Problem to work on
Repeat the entries below word for word, though any picture in them should be dropped.

Stored items:
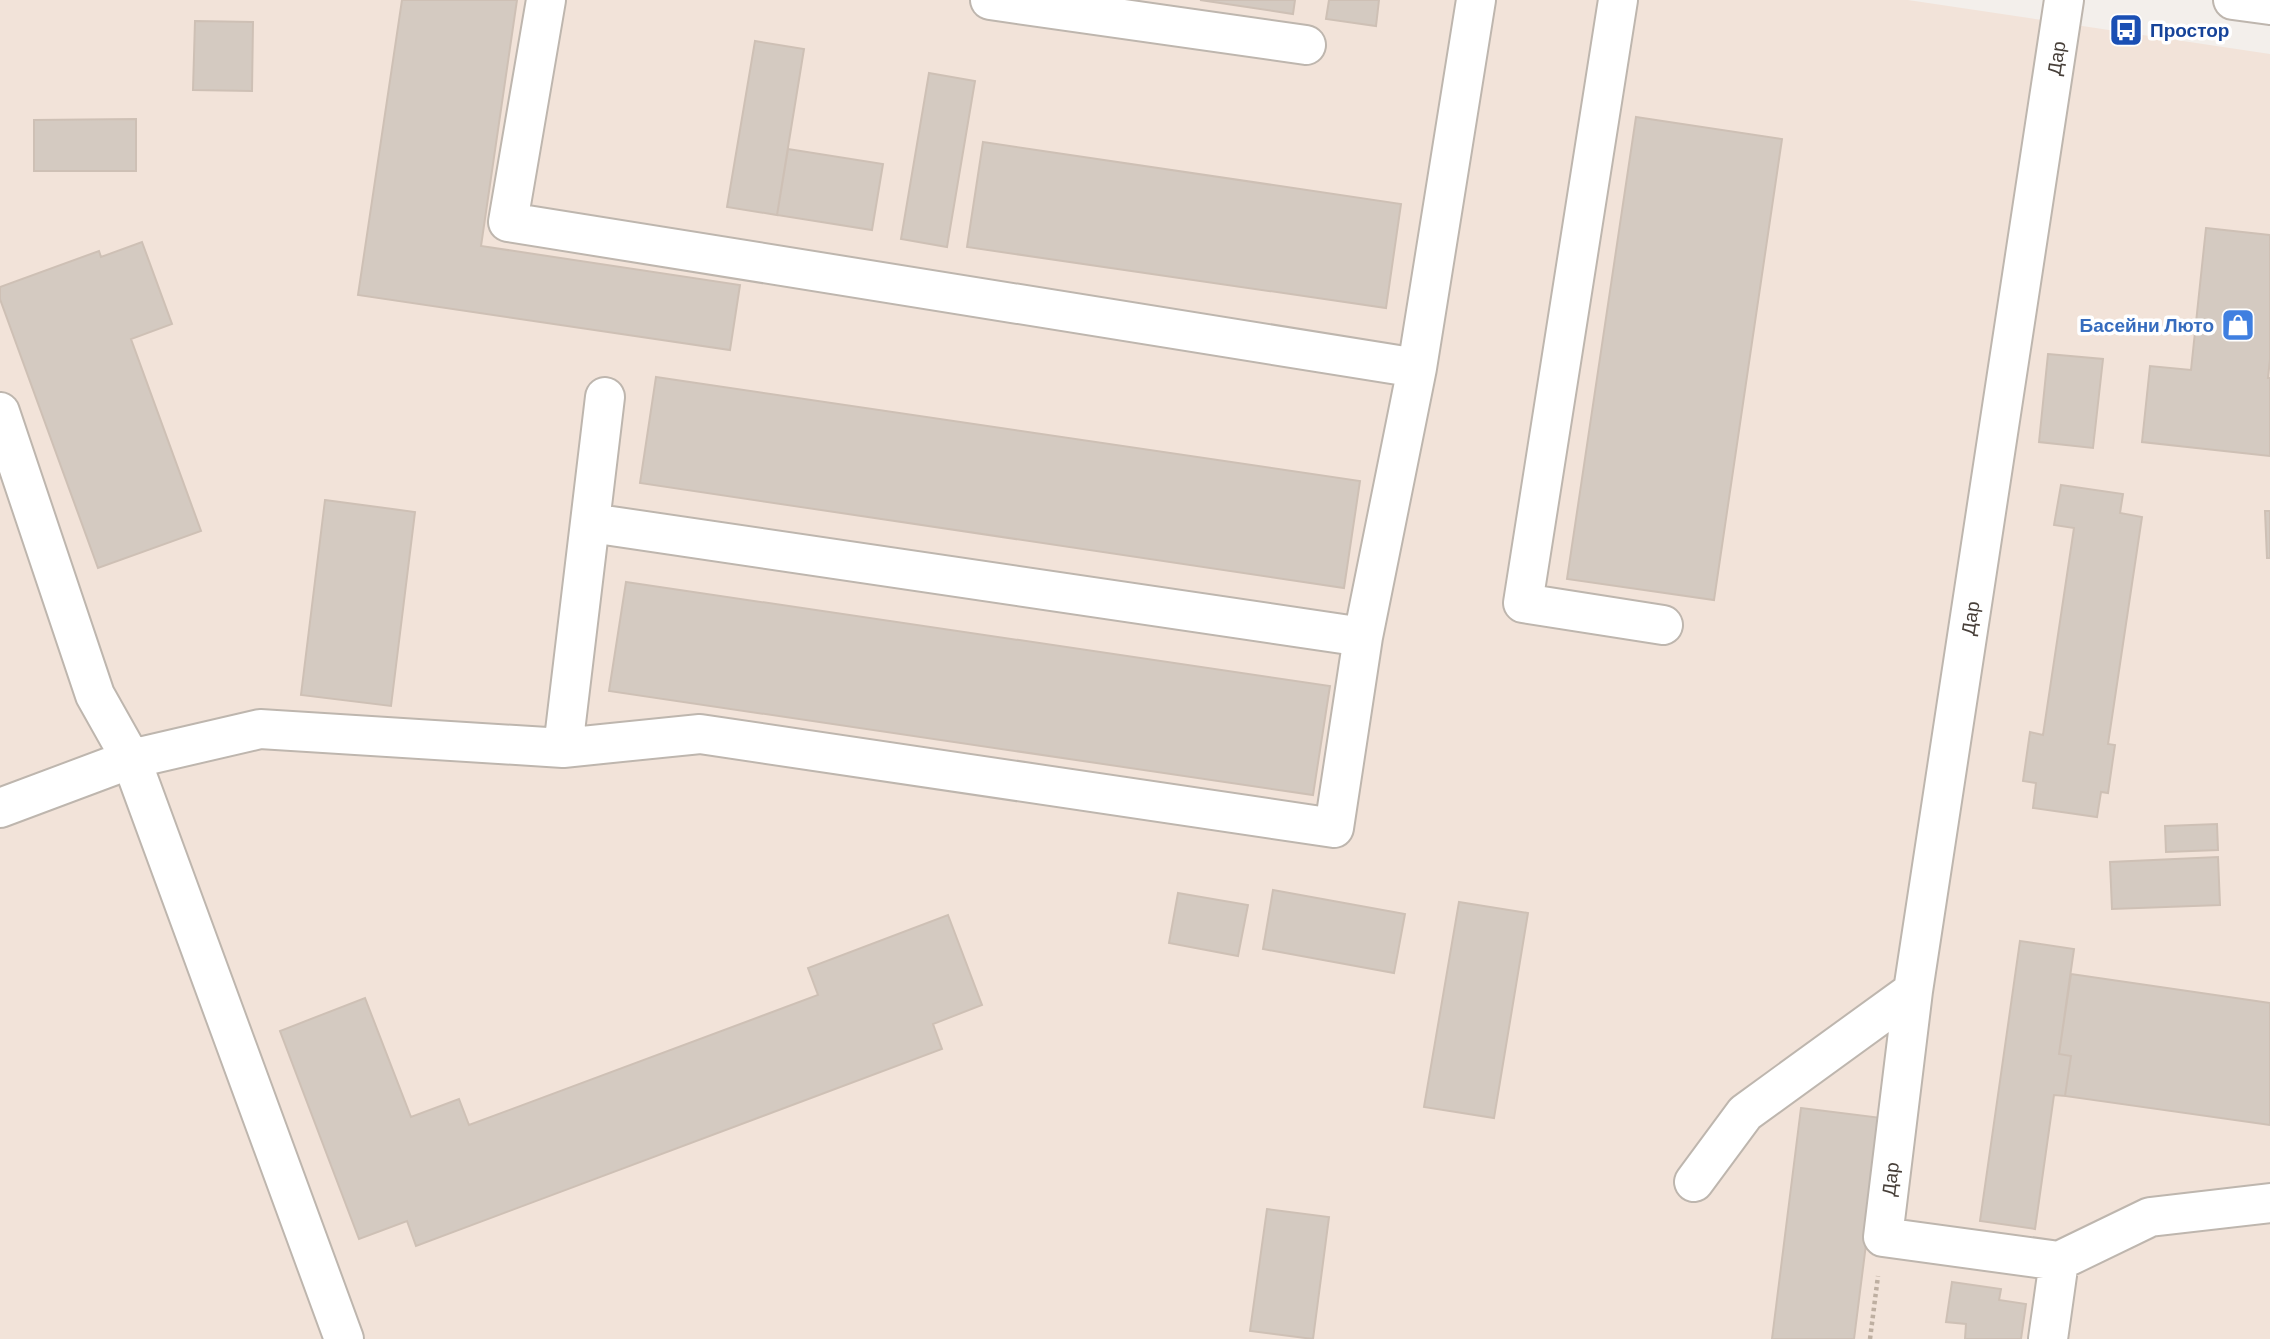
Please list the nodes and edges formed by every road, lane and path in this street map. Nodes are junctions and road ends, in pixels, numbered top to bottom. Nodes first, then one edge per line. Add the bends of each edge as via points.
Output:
1 (546, 0) edge
2 (990, 0) edge
3 (1476, 0) edge
4 (1618, 0) edge
5 (2064, 0) edge
6 (2233, 0) edge
7 (2270, 5) edge
8 (1306, 45) dead end
9 (1417, 368) junction
10 (606, 397) dead end
11 (0, 412) edge
12 (591, 523) junction
13 (1663, 625) dead end
14 (1363, 637) junction
15 (563, 748) junction
16 (131, 759) junction
17 (0, 808) edge
18 (1913, 991) junction
19 (1694, 1182) dead end
20 (2270, 1203) edge
21 (1883, 1237) junction
22 (2059, 1261) junction
23 (344, 1339) edge
24 (1870, 1339) edge
25 (2048, 1339) edge

1 - 9 street via 508,222
2 - 8 street
3 - 9 street
4 - 13 street via 1523,603
5 - 18 street, Дар
6 - 7 street
9 - 14 street
10 - 12 street
11 - 16 street via 95,695
12 - 14 street
12 - 15 street
14 - 15 street via 1334,828 701,734
15 - 16 street via 260,729
16 - 17 street
16 - 23 street
18 - 19 street via 1745,1113
18 - 21 street, Дар
20 - 22 street via 2150,1217
21 - 22 street
21 - 24 path
22 - 25 street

Exercise answer
Please list the nodes and edges formed by every road, lane and path in this street map. Nodes are junctions and road ends, in pixels, numbered top to bottom. Nodes first, then one edge per line. Add the bends of each edge as via points.
Output:
1 (546, 0) edge
2 (990, 0) edge
3 (1476, 0) edge
4 (1618, 0) edge
5 (2064, 0) edge
6 (2233, 0) edge
7 (2270, 5) edge
8 (1306, 45) dead end
9 (1417, 368) junction
10 (606, 397) dead end
11 (0, 412) edge
12 (591, 523) junction
13 (1663, 625) dead end
14 (1363, 637) junction
15 (563, 748) junction
16 (131, 759) junction
17 (0, 808) edge
18 (1913, 991) junction
19 (1694, 1182) dead end
20 (2270, 1203) edge
21 (1883, 1237) junction
22 (2059, 1261) junction
23 (344, 1339) edge
24 (1870, 1339) edge
25 (2048, 1339) edge

1 - 9 street via 508,222
2 - 8 street
3 - 9 street
4 - 13 street via 1523,603
5 - 18 street, Дар
6 - 7 street
9 - 14 street
10 - 12 street
11 - 16 street via 95,695
12 - 14 street
12 - 15 street
14 - 15 street via 1334,828 701,734
15 - 16 street via 260,729
16 - 17 street
16 - 23 street
18 - 19 street via 1745,1113
18 - 21 street, Дар
20 - 22 street via 2150,1217
21 - 22 street
21 - 24 path
22 - 25 street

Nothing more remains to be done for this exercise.